Summary
quashing district court dismissal of speedy trial discharge appeal characterized as writ of certiorari rather than direct appeal and holding that no state appeal of speedy trial discharge shall be dismissed because an improper remedy has been sought
Summary of this case from State v. NiemanOpinion
No. 45050.
November 6, 1974. Rehearing Denied February 4, 1975.
Robert L. Shevin, Atty. Gen., Richard E. Gerstein, State's Atty., and Joseph Durant, Chief Asst. State's Atty., for petitioner.
Phillip A. Hubbart, Public Defender, and Steven Rappaport, Asst. Public Defender, for respondent.
We review by writ of conflict certiorari a final order or judgment of the District Court of Appeal, Third District, declining to review a speedy trial order of the Circuit Court discharging Zebedee Johnson, Jr., respondent herein, because the State of Florida, which sought the review, misconceived its remedy having sought a writ of certiorari to review the speedy trial order.
The District Court concluded that any review of the speedy trial order should have been undertaken pursuant to a notice of appeal and accordingly dismissed the State's petition for writ of certiorari.
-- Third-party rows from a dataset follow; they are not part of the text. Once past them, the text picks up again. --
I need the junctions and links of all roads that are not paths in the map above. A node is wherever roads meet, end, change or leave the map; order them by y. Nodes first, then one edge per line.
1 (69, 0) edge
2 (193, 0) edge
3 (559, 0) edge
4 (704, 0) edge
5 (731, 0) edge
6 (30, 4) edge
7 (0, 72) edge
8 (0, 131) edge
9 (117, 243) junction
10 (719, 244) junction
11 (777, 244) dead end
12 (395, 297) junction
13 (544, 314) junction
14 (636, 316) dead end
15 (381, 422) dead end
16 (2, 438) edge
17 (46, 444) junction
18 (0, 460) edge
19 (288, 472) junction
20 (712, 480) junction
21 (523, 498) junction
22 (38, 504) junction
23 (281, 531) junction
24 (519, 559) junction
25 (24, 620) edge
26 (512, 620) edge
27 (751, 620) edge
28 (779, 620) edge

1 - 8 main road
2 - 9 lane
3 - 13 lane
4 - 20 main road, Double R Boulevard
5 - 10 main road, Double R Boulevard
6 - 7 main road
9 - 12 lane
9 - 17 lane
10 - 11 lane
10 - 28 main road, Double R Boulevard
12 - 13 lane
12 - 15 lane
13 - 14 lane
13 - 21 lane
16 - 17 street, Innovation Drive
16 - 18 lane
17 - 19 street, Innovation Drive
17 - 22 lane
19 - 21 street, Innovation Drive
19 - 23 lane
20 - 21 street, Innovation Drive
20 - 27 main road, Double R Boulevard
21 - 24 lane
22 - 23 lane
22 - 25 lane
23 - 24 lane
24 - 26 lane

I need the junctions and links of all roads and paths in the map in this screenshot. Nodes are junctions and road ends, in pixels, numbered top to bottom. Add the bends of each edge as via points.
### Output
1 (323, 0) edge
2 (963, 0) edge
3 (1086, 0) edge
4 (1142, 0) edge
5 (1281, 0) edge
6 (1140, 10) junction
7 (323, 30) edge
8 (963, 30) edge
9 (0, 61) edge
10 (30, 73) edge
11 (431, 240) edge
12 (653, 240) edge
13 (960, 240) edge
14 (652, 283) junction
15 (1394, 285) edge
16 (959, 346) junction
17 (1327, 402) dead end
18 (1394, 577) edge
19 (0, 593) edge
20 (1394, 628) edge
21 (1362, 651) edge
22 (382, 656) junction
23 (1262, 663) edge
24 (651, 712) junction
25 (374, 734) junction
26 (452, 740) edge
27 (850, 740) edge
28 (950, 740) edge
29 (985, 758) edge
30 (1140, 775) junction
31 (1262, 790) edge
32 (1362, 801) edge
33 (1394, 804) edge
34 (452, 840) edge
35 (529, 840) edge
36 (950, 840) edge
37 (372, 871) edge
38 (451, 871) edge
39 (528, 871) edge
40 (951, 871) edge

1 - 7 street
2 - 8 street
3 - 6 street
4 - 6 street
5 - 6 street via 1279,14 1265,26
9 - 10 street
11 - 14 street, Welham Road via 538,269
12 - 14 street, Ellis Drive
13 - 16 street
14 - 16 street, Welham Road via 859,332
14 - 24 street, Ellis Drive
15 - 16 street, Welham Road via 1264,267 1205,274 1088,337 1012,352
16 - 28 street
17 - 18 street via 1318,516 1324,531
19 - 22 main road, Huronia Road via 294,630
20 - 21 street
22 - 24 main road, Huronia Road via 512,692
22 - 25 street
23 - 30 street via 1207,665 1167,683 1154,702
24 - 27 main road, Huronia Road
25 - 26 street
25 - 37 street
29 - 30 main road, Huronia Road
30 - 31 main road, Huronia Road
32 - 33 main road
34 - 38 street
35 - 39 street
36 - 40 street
Its order was final and terminated the State's effort to gain a review.
The petition for writ of certiorari was filed within 30 days after entry of the speedy trial order.
We do not believe undue elaboration is necessary in rendering our decision in this case. Under Section 2(a), Article V, Florida Constitution, this Court is mandated to adopt rules of practice and procedure in all courts which shall include "a requirement that no cause shall be dismissed because an improper remedy has been sought."
It is agreed that had notice of appeal been filed instead of petition for writ of certiorari, the authorizations in Section 924.07, F.S. would have allowed appellate review of the speedy trial order.
It is our view the dismissal was improper and conflicts with the rationale of State ex rel. Scaldeferri v. Sandstrom (Fla.), 285 So.2d 409, where we said in effect that we should entertain an appellate review or remedy which has merit "in whatever form is proper," pursuant to the mandate of said Section 2(a), Article V of the Constitution. The salutary purpose of the constitutional provision is to insure that improper or misconceived remedies which have been sought will not justify dismissal of causes or reviews where a proper remedy or review procedure is available, provided the relief sought was timely brought.
We are unable from the record before us to proceed to the point of disposing finally the merits of the speedy trial order. We quash the dismissal of the State's petition for writ of certiorari and direct the District Court to treat the petition as a notice of appeal and review the merits of the speedy trial order.
It is so ordered.
ERVIN, BOYD, DEKLE and OVERTON, JJ., concur.
ADKINS, C.J., and McCAIN, J., dissent.